In the entries below, which lines run from the one with "index mcp: (1015, 844)" through the one with "thumb mcp: (186, 143)"? Repeat exactly those, both included, and no pictures.
————————
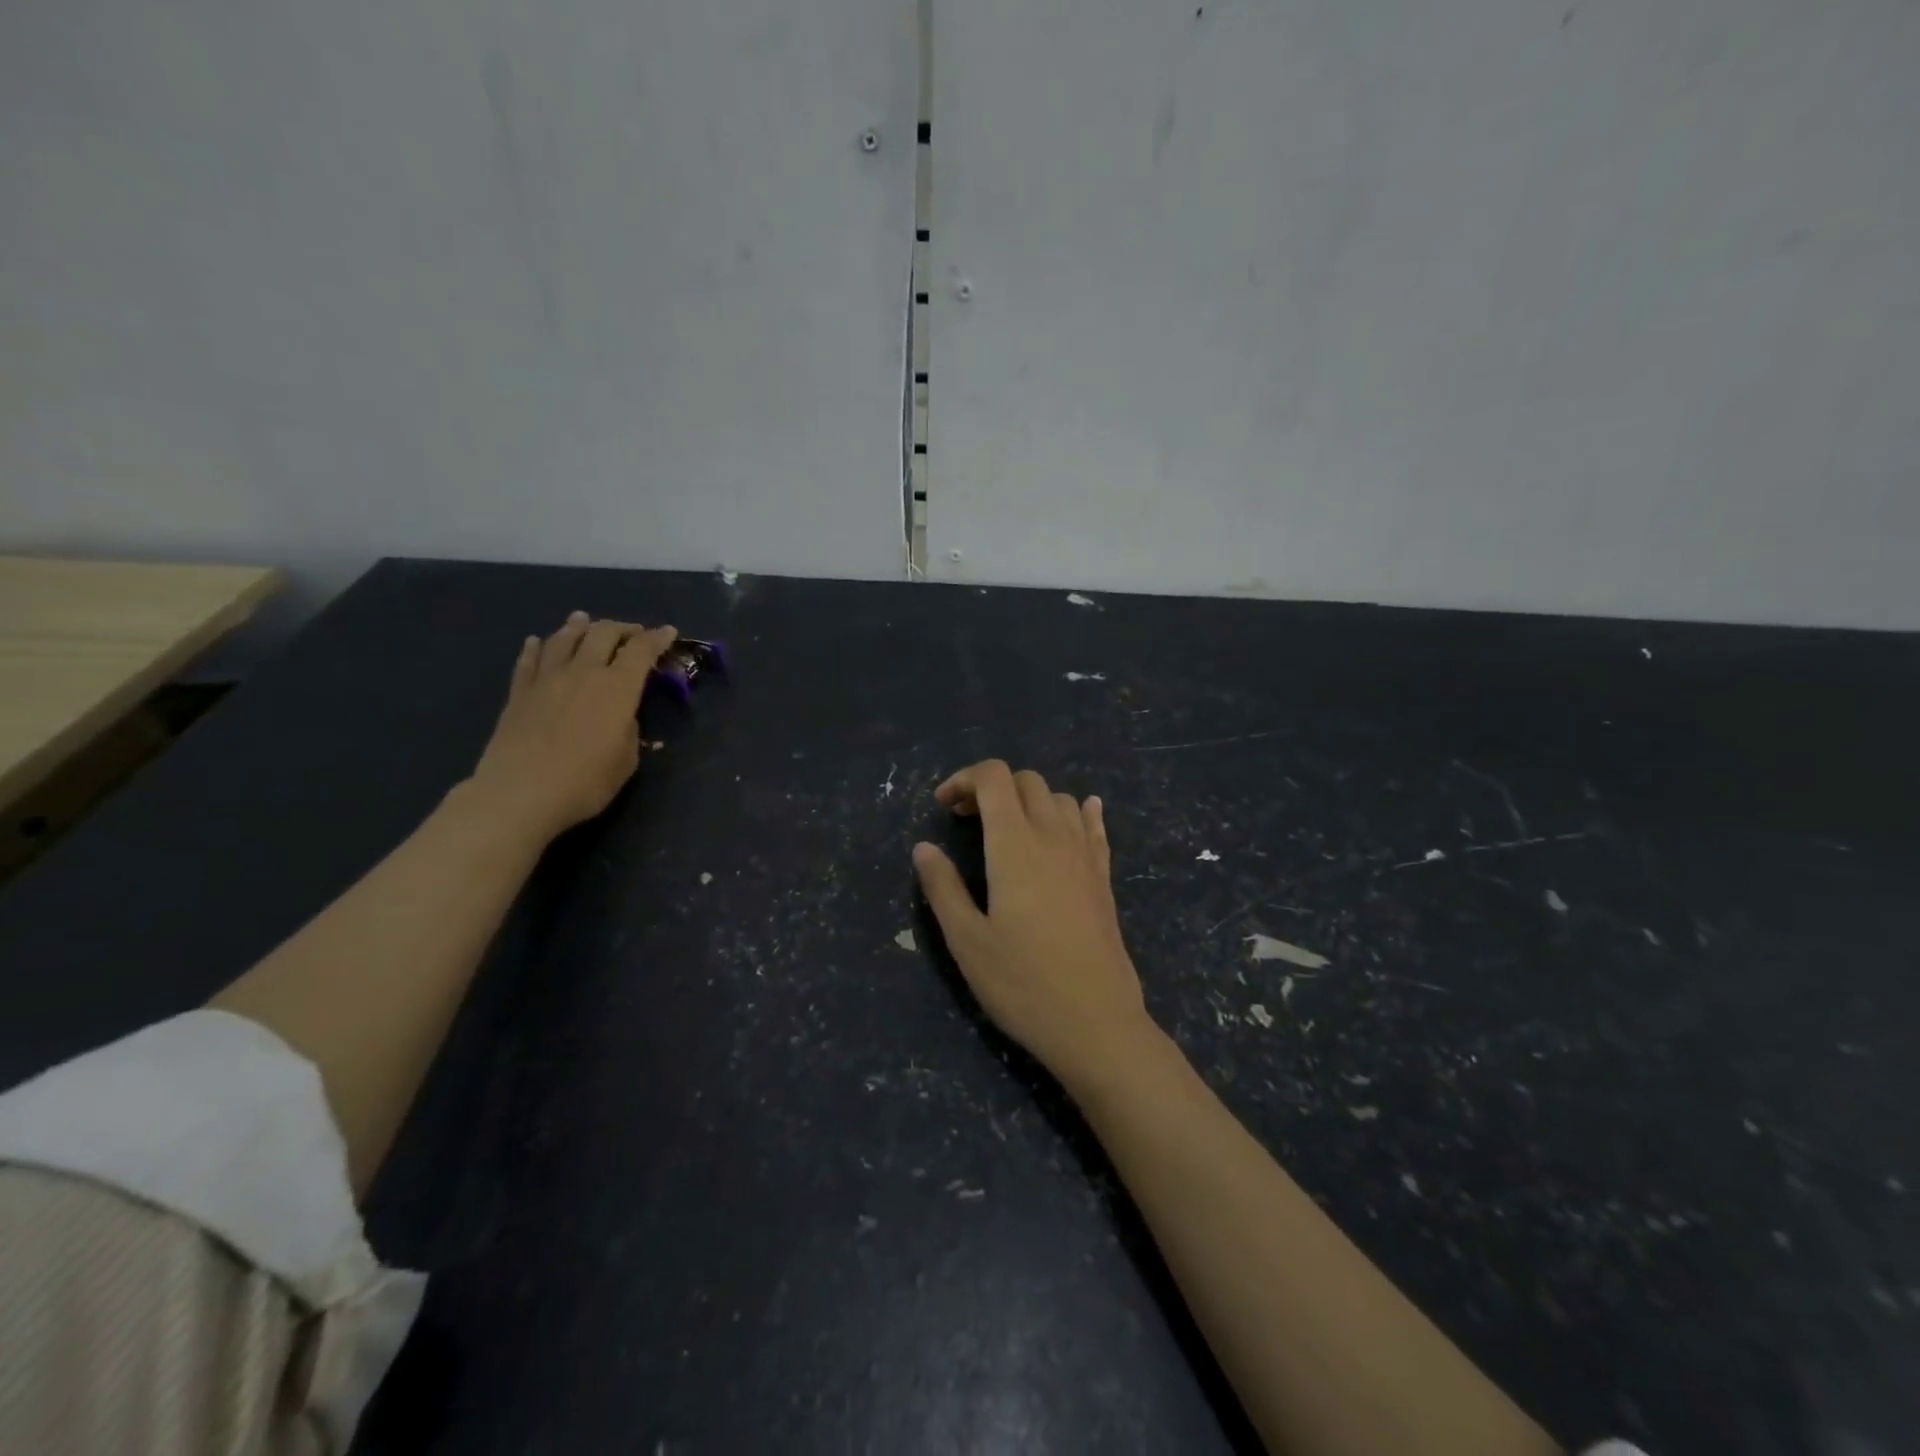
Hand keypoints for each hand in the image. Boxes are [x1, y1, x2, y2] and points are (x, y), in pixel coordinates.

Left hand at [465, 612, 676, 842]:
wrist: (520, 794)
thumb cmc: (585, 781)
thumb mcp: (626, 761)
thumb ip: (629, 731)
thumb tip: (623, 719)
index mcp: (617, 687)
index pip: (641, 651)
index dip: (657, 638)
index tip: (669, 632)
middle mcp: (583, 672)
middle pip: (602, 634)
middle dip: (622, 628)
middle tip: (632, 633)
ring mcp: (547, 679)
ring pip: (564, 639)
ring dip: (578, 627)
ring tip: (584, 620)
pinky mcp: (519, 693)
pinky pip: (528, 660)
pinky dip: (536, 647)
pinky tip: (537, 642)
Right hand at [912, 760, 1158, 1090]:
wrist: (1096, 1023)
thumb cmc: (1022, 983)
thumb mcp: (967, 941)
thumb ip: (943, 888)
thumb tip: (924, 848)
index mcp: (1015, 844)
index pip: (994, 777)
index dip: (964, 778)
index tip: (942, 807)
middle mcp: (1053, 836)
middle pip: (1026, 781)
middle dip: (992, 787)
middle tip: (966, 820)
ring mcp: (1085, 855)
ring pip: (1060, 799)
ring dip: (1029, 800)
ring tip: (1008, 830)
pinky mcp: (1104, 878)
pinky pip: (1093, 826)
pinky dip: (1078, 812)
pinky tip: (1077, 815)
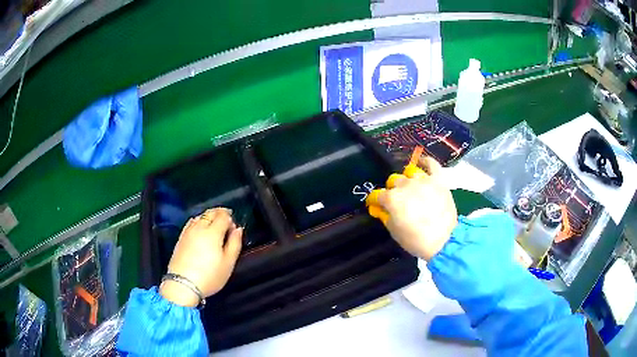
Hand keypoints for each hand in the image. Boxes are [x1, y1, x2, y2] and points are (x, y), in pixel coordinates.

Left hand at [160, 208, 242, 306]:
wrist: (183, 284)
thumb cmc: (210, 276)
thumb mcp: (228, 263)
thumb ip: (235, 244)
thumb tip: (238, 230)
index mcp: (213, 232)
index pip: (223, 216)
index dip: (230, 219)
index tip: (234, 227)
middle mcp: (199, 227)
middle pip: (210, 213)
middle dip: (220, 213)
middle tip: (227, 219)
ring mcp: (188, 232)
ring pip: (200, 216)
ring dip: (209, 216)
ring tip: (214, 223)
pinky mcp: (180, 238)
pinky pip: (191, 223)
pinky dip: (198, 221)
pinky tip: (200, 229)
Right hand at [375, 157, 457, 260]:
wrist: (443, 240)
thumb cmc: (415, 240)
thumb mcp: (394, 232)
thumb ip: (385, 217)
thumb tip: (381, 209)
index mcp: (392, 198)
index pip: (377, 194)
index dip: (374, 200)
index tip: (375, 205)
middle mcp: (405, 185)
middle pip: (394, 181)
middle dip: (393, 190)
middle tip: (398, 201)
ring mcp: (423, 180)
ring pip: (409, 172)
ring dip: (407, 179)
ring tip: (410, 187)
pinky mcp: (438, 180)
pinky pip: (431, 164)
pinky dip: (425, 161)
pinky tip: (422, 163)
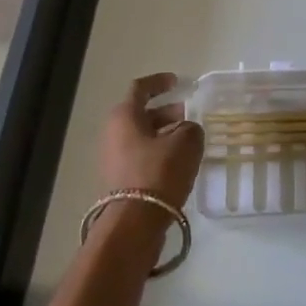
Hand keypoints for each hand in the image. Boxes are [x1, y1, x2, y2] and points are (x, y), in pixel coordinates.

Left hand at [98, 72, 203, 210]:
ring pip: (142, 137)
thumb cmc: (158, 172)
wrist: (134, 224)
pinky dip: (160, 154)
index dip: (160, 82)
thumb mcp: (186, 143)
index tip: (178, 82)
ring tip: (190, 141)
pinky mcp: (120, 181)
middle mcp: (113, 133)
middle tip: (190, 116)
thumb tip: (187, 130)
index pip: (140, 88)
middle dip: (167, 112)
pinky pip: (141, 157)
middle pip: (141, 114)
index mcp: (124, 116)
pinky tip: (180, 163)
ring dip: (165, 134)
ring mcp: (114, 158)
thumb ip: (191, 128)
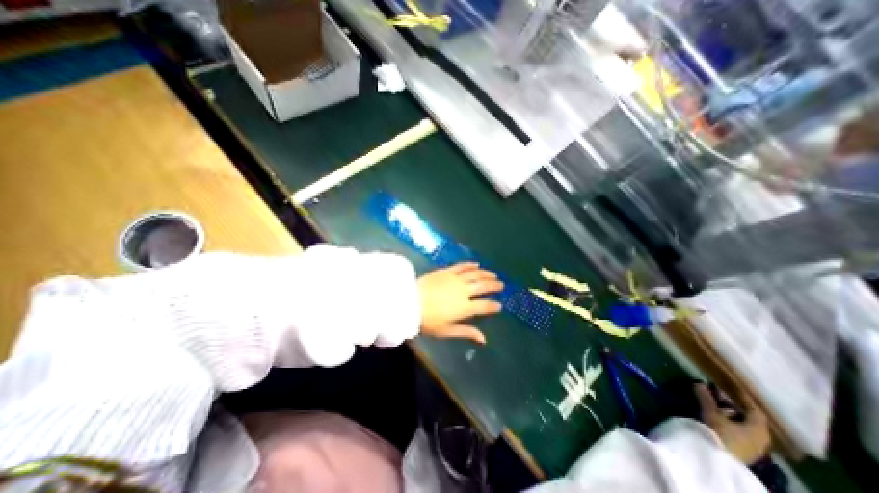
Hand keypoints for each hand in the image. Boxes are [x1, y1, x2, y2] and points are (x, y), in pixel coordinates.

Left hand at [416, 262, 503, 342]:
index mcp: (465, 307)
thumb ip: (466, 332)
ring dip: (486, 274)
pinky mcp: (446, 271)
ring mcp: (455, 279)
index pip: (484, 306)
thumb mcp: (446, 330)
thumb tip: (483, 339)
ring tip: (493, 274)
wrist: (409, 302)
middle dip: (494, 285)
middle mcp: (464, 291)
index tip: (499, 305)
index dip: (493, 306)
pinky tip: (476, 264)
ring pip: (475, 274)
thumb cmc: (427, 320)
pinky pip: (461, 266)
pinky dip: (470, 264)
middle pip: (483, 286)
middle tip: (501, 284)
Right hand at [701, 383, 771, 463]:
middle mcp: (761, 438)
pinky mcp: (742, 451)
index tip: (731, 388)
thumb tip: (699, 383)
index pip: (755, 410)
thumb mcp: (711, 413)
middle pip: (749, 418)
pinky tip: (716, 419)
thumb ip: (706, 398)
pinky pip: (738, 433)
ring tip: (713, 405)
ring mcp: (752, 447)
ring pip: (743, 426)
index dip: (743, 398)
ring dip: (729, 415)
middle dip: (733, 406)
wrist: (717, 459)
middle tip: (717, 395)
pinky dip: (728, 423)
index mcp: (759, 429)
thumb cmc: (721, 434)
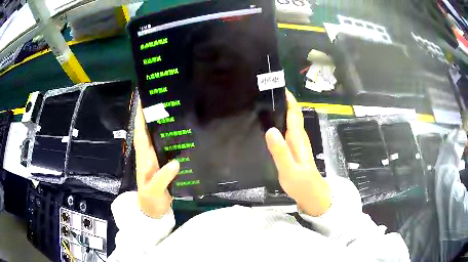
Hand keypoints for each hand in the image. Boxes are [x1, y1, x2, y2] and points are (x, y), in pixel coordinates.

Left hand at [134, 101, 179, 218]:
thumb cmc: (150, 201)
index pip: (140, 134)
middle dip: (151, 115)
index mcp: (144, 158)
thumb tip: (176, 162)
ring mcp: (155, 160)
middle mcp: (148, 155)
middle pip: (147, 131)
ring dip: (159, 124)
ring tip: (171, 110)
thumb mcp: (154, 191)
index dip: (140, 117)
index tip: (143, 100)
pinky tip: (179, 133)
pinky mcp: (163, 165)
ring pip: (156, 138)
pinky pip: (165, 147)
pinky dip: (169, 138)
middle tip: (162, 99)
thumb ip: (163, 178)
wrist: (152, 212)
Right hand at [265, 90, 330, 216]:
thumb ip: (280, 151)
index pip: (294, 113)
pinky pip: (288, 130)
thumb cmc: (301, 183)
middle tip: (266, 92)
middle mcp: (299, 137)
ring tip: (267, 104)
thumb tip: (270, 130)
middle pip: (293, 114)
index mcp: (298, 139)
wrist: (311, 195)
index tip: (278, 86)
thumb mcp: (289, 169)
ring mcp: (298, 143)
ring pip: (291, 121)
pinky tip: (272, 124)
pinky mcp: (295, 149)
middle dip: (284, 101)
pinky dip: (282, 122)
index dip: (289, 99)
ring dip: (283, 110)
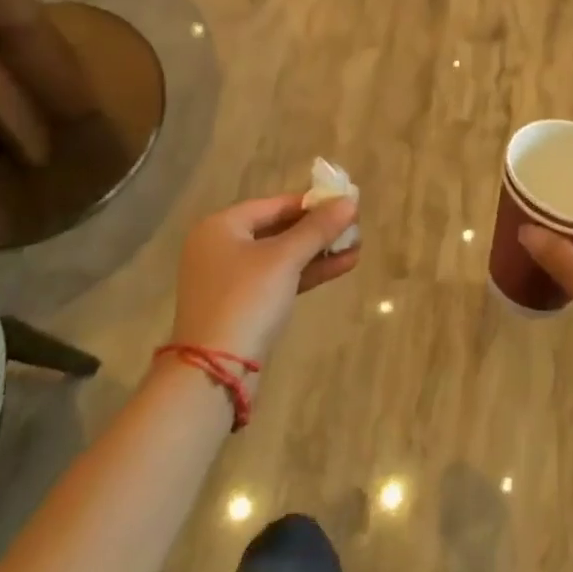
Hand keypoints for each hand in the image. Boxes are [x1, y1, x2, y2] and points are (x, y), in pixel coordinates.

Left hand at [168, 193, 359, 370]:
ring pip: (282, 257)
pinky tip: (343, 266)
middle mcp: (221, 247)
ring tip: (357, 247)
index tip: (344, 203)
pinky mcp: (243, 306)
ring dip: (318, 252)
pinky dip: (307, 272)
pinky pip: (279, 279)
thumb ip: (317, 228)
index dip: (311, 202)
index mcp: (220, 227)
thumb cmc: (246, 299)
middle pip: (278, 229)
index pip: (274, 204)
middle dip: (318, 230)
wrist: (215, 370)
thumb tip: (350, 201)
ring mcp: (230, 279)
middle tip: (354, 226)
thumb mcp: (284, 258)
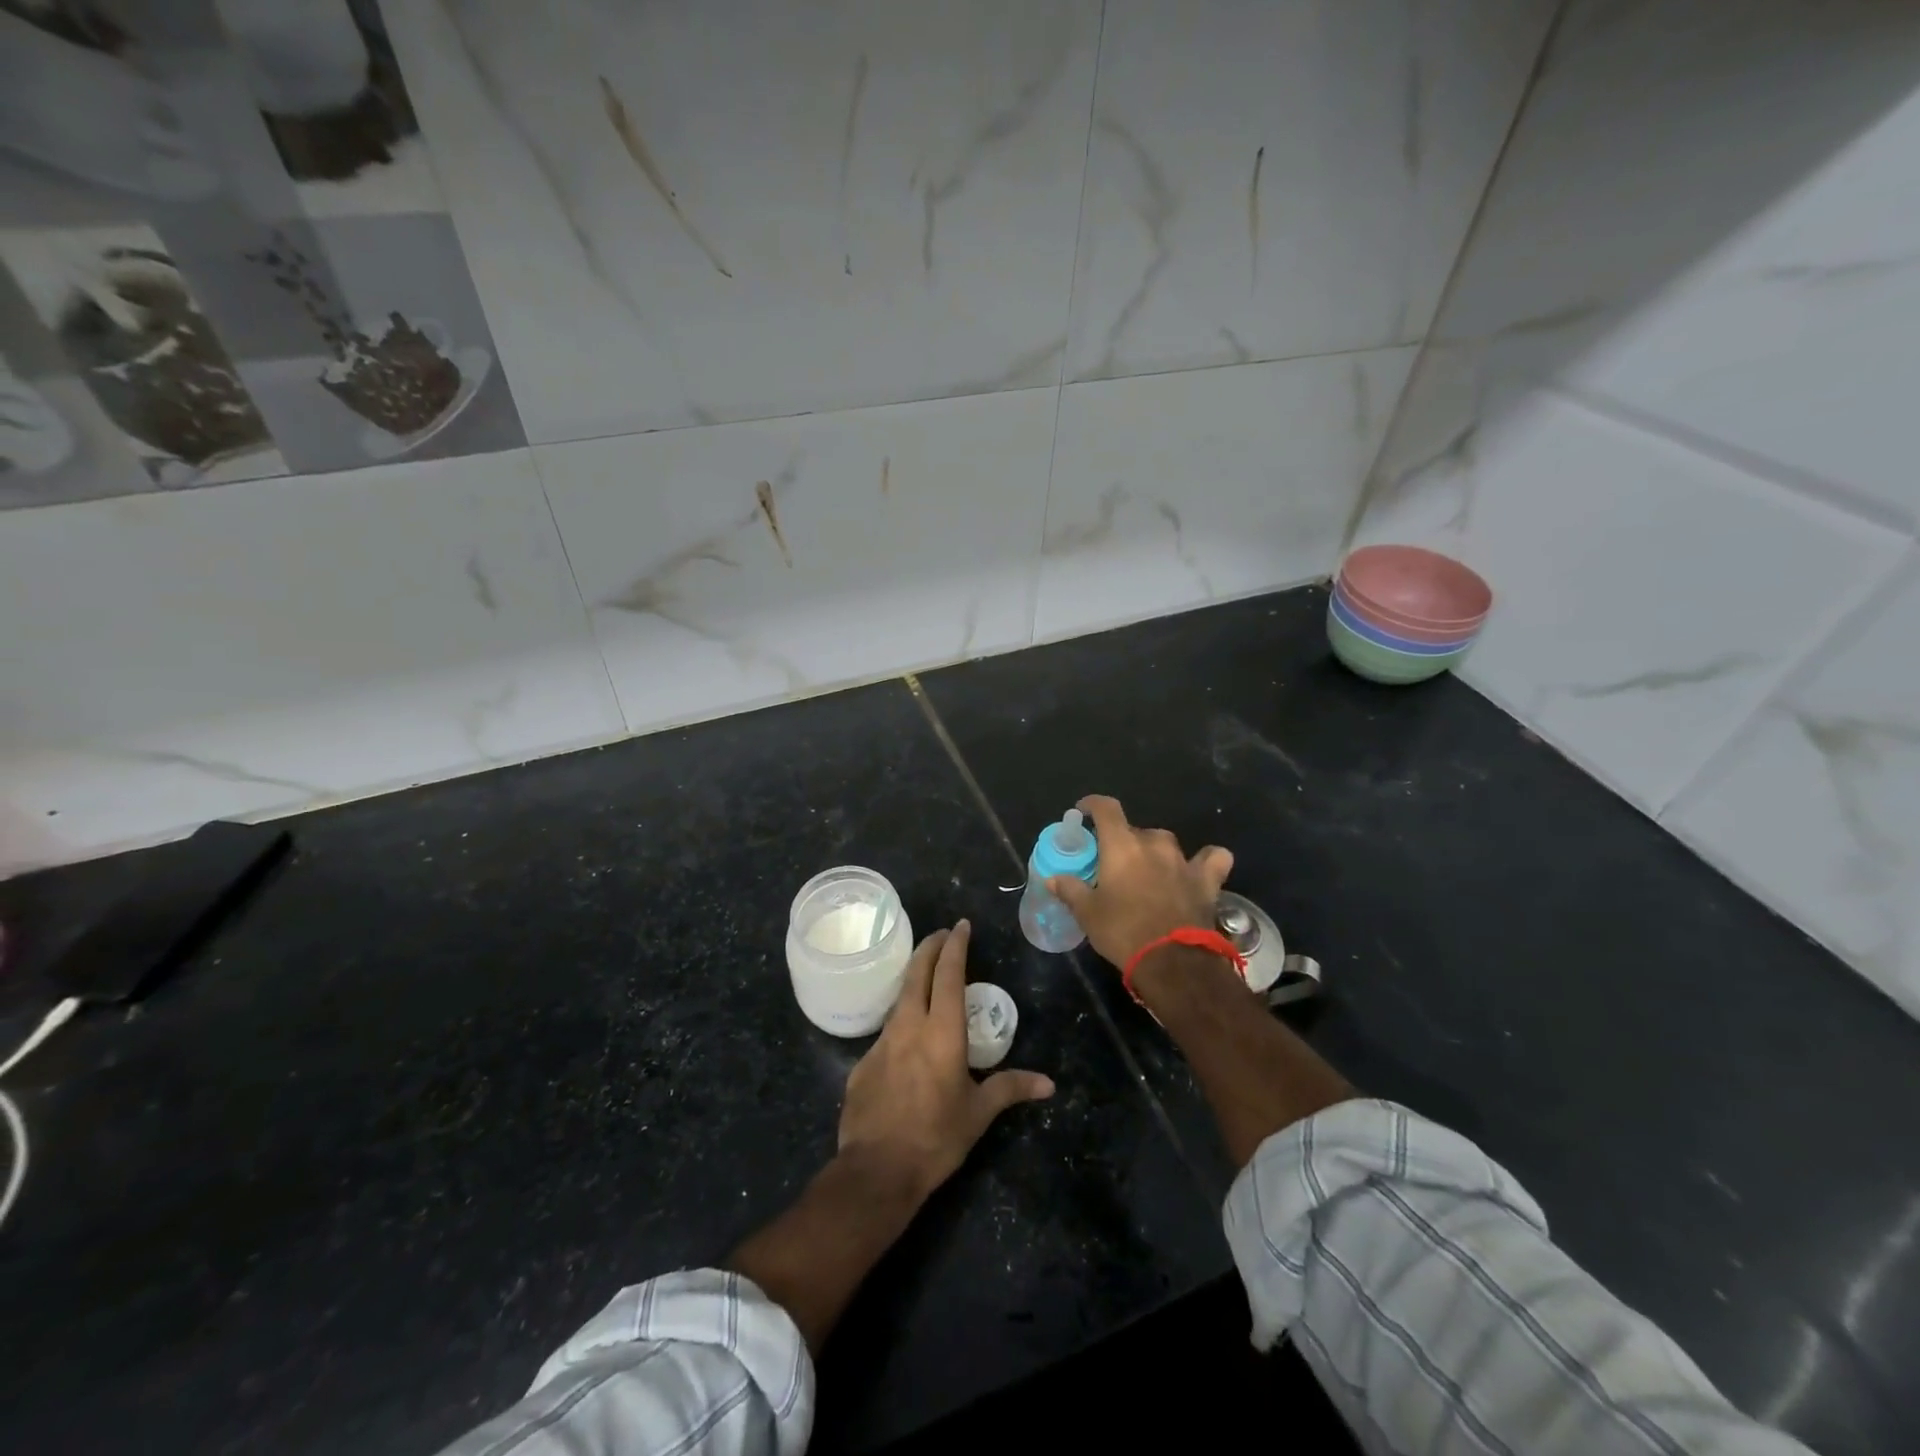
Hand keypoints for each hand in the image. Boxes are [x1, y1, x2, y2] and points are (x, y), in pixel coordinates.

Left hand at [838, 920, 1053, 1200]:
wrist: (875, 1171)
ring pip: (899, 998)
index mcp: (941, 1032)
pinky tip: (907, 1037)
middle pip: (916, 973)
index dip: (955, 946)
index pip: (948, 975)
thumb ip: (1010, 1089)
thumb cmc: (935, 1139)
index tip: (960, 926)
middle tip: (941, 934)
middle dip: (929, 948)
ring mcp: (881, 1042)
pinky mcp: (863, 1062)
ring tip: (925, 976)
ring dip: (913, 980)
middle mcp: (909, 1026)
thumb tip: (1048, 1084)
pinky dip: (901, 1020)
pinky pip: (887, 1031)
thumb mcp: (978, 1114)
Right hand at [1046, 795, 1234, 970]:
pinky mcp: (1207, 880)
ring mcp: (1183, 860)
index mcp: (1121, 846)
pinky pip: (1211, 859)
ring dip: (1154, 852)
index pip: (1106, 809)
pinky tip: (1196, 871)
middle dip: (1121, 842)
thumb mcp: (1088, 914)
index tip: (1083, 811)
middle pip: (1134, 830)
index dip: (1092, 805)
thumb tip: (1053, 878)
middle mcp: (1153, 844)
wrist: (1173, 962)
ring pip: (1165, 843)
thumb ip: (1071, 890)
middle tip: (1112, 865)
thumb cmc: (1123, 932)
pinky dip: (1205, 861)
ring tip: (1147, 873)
————————
ANSWER TO THE PROBLEM:
index mcp: (1015, 844)
index pip: (994, 777)
index dip: (964, 778)
index tip: (942, 807)
middle mcp: (1053, 836)
middle pip: (1026, 781)
middle dip: (992, 787)
middle tip: (966, 820)
ring mcp: (1085, 855)
ring pip: (1060, 799)
ring dip: (1029, 800)
ring tip: (1008, 830)
pinky mcp: (1104, 878)
pinky pip: (1093, 826)
pinky dip: (1078, 812)
pinky tip: (1077, 815)
Hand keypoints for each hand in the image. Boxes are [x1, y1, x2, y2] and points are (x, y), in pixel coordinates.

Left hand at [160, 208, 242, 306]:
wrist: (183, 284)
thumb cmc: (210, 276)
thumb mcp: (228, 263)
thumb ip: (235, 244)
thumb tip: (238, 230)
index mcp: (213, 232)
index pip: (223, 216)
index dip: (230, 219)
index tip: (234, 227)
middle mcp: (199, 227)
middle pip: (210, 213)
middle dip: (220, 213)
middle tip: (227, 219)
ring mcp: (188, 232)
ring pip: (200, 216)
ring dip: (209, 216)
ring tip: (214, 223)
pinky mcp: (180, 238)
pinky pip: (191, 223)
pinky dip: (198, 221)
pinky tip: (200, 229)
Right hand at [375, 157, 457, 260]:
wrist: (443, 240)
thumb cmc: (415, 240)
thumb mcp: (394, 232)
thumb ip: (385, 217)
thumb tip: (381, 209)
index mcp: (392, 198)
index pip: (377, 194)
index dip: (374, 200)
index tip: (375, 205)
middle mcp: (405, 185)
middle pip: (394, 181)
middle dip: (393, 190)
middle tip: (398, 201)
ring mcp: (423, 180)
ring pip: (409, 172)
ring dip: (407, 179)
ring tip: (410, 187)
pinky mcp: (438, 180)
pinky pip: (431, 164)
pinky dip: (425, 161)
pinky tip: (422, 163)
Hand keypoints for each hand in the image. Boxes are [x1, y1, x2, y2] and points are (x, y), in pixel coordinates.

Left hand at [98, 72, 203, 210]:
ring pip: (142, 137)
thumb cmc: (158, 172)
wrist: (134, 224)
pinky dip: (160, 154)
index dip: (160, 82)
thumb mcp: (186, 143)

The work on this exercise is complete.